*** Extracted records

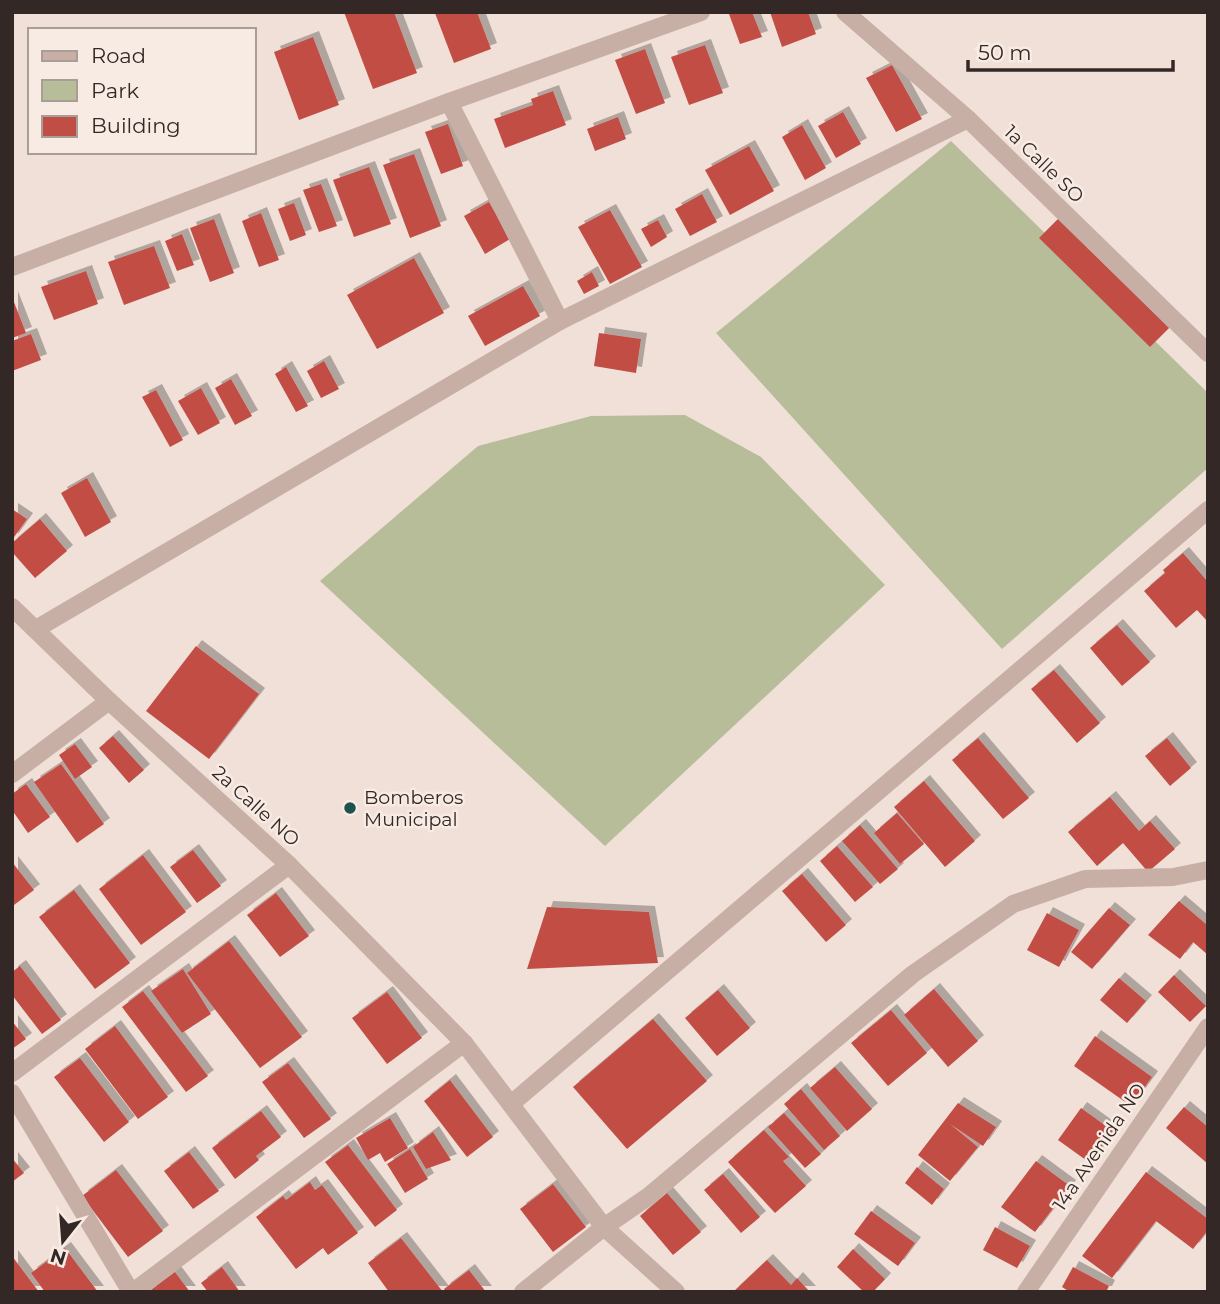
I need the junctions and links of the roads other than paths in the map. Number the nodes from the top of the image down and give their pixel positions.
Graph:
1 (701, 12) edge
2 (845, 12) edge
3 (449, 102) junction
4 (968, 119) junction
5 (12, 268) edge
6 (559, 321) junction
7 (1208, 353) edge
8 (1208, 510) edge
9 (12, 607) edge
10 (36, 629) junction
11 (109, 701) junction
12 (12, 774) edge
13 (289, 865) junction
14 (1208, 870) edge
15 (1208, 1027) edge
16 (464, 1043) junction
17 (12, 1073) edge
18 (12, 1093) edge
19 (511, 1104) junction
20 (604, 1227) junction
21 (132, 1292) edge
22 (523, 1292) edge
23 (676, 1292) edge
24 (1026, 1292) edge

1 - 3 street
2 - 4 street, 1a Calle SO
3 - 5 street
3 - 6 street
4 - 6 street
4 - 7 street, 1a Calle SO
6 - 10 street
8 - 19 street
9 - 10 street, 2a Calle NO
10 - 11 street, 2a Calle NO
11 - 12 street
11 - 13 street, 2a Calle NO
13 - 16 street, 2a Calle NO
13 - 17 street
14 - 20 street
15 - 24 street, 14a Avenida NO
16 - 19 street, 2a Calle NO
16 - 21 street
18 - 21 street
19 - 20 street, 2a Calle NO
20 - 22 street
20 - 23 street, 2a Calle NO

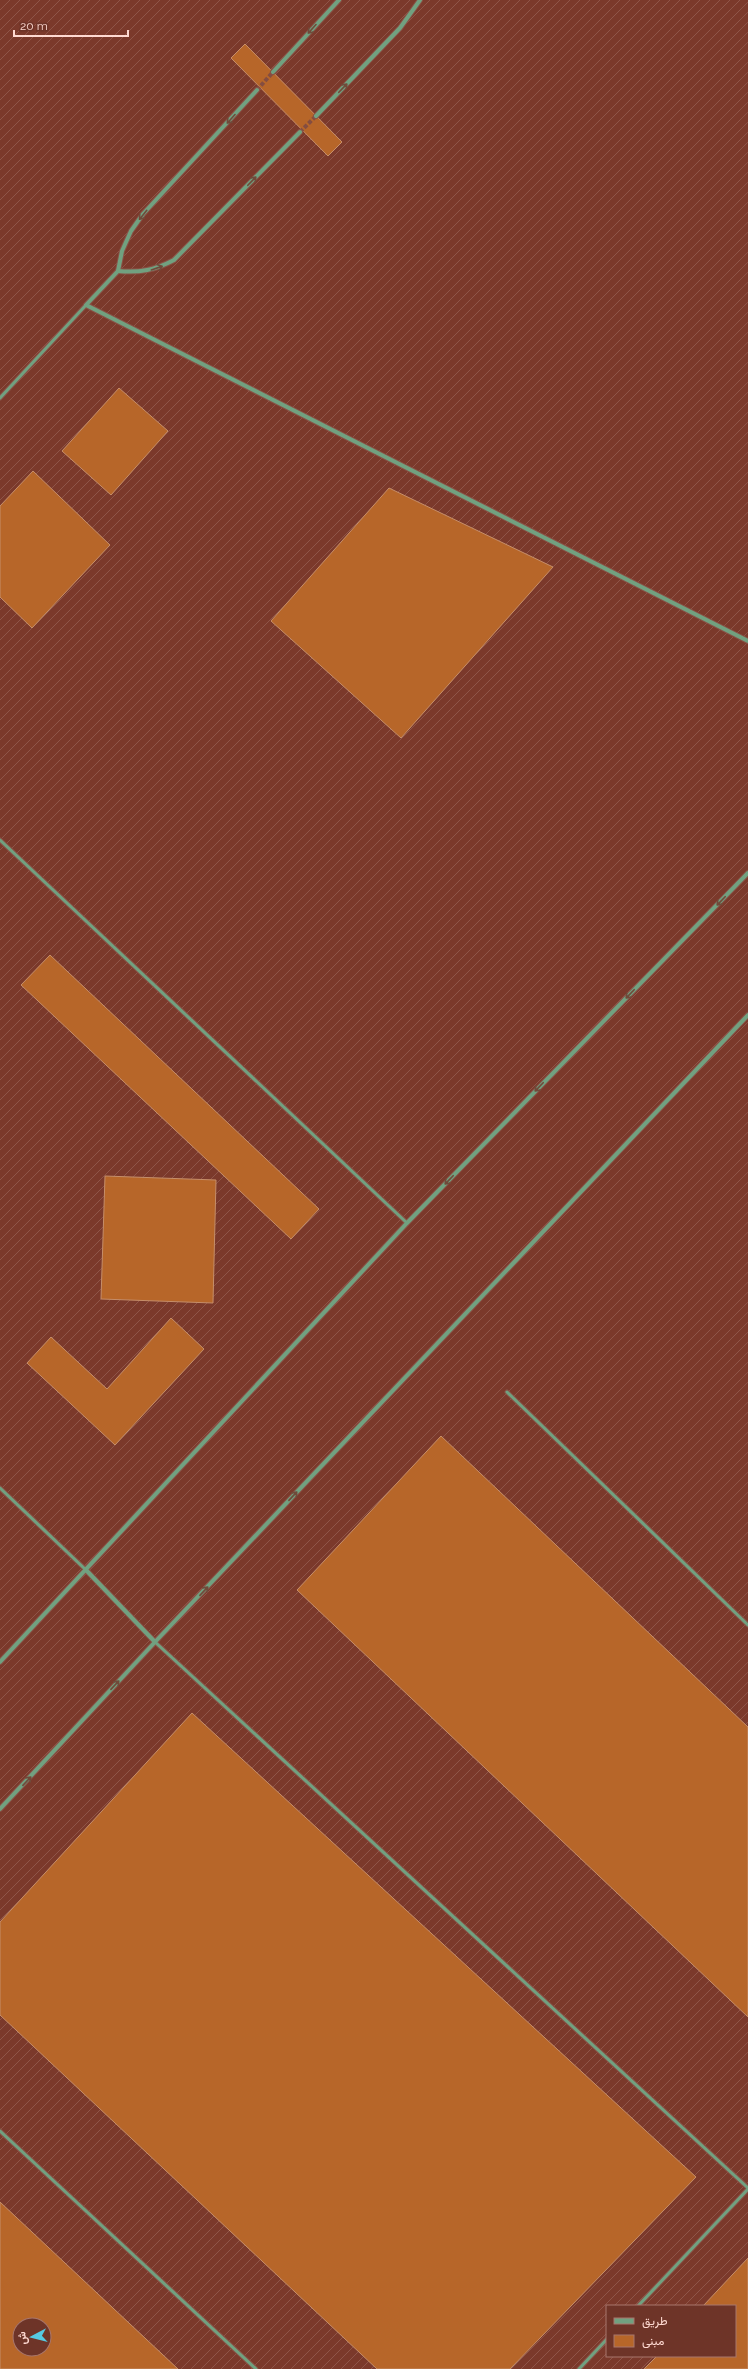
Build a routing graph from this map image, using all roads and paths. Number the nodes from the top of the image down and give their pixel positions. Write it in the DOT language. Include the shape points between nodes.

******

» What to work on: All of the records need to be reproduced exactly, with each picture omitted.

» Output below:
I need the junctions and links of the roads other than paths in the map. Number the nodes from the top of the image down and give their pixel positions.
Graph:
1 (701, 12) edge
2 (845, 12) edge
3 (449, 102) junction
4 (968, 119) junction
5 (12, 268) edge
6 (559, 321) junction
7 (1208, 353) edge
8 (1208, 510) edge
9 (12, 607) edge
10 (36, 629) junction
11 (109, 701) junction
12 (12, 774) edge
13 (289, 865) junction
14 (1208, 870) edge
15 (1208, 1027) edge
16 (464, 1043) junction
17 (12, 1073) edge
18 (12, 1093) edge
19 (511, 1104) junction
20 (604, 1227) junction
21 (132, 1292) edge
22 (523, 1292) edge
23 (676, 1292) edge
24 (1026, 1292) edge

1 - 3 street
2 - 4 street, 1a Calle SO
3 - 5 street
3 - 6 street
4 - 6 street
4 - 7 street, 1a Calle SO
6 - 10 street
8 - 19 street
9 - 10 street, 2a Calle NO
10 - 11 street, 2a Calle NO
11 - 12 street
11 - 13 street, 2a Calle NO
13 - 16 street, 2a Calle NO
13 - 17 street
14 - 20 street
15 - 24 street, 14a Avenida NO
16 - 19 street, 2a Calle NO
16 - 21 street
18 - 21 street
19 - 20 street, 2a Calle NO
20 - 22 street
20 - 23 street, 2a Calle NO

Build a routing graph from this map image, using all roads and paths. Number the nodes from the top of the image down and give their pixel positions. Write it in the DOT language. Include the shape points between nodes.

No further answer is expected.